Old town scenes

Tempting as it is to post yet another photograph from the western promenade of Zadar, I think I'll regret it if I don't post a few more from the rest of the city. What's great about this little city is that you can wander around and end up taking a slightly different route from A to B than you've taken before and come across a new area. This happened today, although Caffe Bar Zlatni Kucic (golden something - not sure what, but zlatni is gold) is where we got coffees one morning for just 5 KN each. That's just a fraction over 50p. And very nice they were too. The normal tariff is 7 or 8 KNs for a single espresso - double that for double. This is in the Varos district of the city, full of tiny streets, cafes, and places for the students (the university is nearby).

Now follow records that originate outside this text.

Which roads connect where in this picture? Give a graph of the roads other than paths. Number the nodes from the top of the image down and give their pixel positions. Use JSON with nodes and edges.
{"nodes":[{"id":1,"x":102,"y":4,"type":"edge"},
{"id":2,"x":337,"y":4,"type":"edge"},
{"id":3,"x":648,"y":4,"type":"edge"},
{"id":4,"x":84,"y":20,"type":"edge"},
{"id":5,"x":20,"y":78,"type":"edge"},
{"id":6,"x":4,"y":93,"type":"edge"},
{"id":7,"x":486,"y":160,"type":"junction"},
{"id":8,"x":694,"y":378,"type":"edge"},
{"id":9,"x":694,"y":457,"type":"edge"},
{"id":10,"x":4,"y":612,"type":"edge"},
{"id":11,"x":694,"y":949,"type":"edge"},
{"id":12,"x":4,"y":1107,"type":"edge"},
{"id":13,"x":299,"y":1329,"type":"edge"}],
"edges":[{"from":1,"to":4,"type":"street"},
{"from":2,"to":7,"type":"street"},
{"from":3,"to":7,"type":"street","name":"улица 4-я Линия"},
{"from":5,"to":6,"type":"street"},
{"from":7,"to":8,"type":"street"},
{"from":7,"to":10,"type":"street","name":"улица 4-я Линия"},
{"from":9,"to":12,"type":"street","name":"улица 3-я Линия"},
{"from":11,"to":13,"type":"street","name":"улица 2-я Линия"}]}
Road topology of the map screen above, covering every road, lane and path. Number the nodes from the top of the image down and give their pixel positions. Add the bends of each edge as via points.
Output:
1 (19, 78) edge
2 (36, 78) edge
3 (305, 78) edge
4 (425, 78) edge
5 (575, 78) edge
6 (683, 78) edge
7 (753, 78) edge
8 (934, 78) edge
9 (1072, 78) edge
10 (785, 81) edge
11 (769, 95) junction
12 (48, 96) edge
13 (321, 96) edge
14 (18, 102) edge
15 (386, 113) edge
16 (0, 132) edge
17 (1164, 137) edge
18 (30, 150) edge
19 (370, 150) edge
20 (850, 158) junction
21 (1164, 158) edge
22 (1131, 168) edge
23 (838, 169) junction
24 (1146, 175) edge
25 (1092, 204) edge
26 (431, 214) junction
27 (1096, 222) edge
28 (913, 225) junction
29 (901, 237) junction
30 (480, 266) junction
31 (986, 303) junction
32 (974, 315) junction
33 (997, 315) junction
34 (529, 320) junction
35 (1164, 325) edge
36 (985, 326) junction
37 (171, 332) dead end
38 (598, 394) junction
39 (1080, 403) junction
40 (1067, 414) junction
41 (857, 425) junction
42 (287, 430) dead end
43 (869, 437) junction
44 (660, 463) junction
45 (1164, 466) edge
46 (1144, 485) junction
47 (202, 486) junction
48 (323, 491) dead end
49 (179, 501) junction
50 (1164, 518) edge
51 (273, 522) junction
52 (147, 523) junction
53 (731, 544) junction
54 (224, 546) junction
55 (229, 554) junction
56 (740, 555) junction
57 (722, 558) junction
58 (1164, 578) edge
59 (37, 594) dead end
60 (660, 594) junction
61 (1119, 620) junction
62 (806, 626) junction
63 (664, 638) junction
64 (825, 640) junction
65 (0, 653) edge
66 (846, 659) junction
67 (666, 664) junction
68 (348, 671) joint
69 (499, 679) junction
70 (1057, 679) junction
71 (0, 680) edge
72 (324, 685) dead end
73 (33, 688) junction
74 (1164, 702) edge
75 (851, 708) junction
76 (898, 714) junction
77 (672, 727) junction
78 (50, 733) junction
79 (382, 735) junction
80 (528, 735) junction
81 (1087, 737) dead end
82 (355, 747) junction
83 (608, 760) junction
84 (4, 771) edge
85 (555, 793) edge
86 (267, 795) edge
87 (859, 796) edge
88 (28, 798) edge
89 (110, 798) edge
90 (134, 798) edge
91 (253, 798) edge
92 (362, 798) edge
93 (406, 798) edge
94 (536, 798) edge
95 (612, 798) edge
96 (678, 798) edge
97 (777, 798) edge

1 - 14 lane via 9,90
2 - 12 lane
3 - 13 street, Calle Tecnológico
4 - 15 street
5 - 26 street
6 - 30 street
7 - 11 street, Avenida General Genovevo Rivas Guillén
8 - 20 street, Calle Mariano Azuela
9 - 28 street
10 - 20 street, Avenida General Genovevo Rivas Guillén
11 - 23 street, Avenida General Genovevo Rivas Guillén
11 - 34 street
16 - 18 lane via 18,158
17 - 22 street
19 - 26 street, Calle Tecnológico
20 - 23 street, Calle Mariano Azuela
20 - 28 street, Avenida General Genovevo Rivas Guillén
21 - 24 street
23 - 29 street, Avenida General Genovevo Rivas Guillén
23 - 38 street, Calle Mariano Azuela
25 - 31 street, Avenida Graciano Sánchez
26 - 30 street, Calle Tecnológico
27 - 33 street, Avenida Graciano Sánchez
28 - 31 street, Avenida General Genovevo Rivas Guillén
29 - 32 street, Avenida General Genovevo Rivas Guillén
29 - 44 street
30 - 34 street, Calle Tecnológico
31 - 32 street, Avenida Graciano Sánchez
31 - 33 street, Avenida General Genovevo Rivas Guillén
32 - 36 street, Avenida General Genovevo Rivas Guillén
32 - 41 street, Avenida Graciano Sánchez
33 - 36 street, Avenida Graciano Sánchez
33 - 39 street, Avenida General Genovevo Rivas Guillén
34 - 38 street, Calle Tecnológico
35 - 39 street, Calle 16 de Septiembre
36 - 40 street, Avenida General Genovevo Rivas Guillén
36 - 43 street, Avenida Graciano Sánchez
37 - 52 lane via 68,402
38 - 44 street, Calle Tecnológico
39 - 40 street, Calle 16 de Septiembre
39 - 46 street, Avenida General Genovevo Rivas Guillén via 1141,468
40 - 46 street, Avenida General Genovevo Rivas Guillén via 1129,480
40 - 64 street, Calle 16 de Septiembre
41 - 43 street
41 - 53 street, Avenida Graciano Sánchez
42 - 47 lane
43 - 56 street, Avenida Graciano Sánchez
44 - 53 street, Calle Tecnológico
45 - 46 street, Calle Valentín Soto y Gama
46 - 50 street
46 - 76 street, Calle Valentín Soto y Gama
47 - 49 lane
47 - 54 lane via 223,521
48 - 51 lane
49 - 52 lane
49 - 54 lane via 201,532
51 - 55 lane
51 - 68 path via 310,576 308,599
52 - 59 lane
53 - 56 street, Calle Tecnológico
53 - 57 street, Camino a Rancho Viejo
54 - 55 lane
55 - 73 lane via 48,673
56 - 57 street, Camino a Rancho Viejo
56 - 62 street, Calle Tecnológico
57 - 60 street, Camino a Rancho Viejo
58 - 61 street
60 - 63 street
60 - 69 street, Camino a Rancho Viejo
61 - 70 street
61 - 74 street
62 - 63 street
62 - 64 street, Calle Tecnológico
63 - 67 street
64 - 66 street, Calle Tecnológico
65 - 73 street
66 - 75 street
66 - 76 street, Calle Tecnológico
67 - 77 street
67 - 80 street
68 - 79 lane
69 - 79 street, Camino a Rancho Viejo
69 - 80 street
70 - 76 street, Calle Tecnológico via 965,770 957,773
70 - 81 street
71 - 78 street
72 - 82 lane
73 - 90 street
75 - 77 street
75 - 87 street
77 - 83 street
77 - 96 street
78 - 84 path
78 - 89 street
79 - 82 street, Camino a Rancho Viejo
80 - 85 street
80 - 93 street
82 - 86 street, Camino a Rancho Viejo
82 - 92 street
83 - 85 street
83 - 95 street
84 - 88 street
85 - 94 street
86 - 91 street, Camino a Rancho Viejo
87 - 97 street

I've been reading up a bit more about the history of the city, and the various changes that it has gone through since it was founded nearly 3000 years ago. It was very badly damaged by Allied bombing in the second world war, when under Italian occupation (actually it was given to the Italians after the first world war and thus not included in the Kingdom of Yugoslavia), but it ended up part of the second Yugoslavia after the second world war and suffered further damage in 1991 and afterwards, during the hostilities between the Croats and the Serbs. One product of the second world war damage is the very open western promenade. Old photographs from the end of the nineteenth century (when it was under Austria) show that the western promenade was lined with fin-de-siecle mansions and hotels, of which very few survive today. These in turn were only built after the fortifications created by the Venetians were torn down in the nineteenth century to create the promenade and a pier (my favourite pier) from which sailing ships would depart.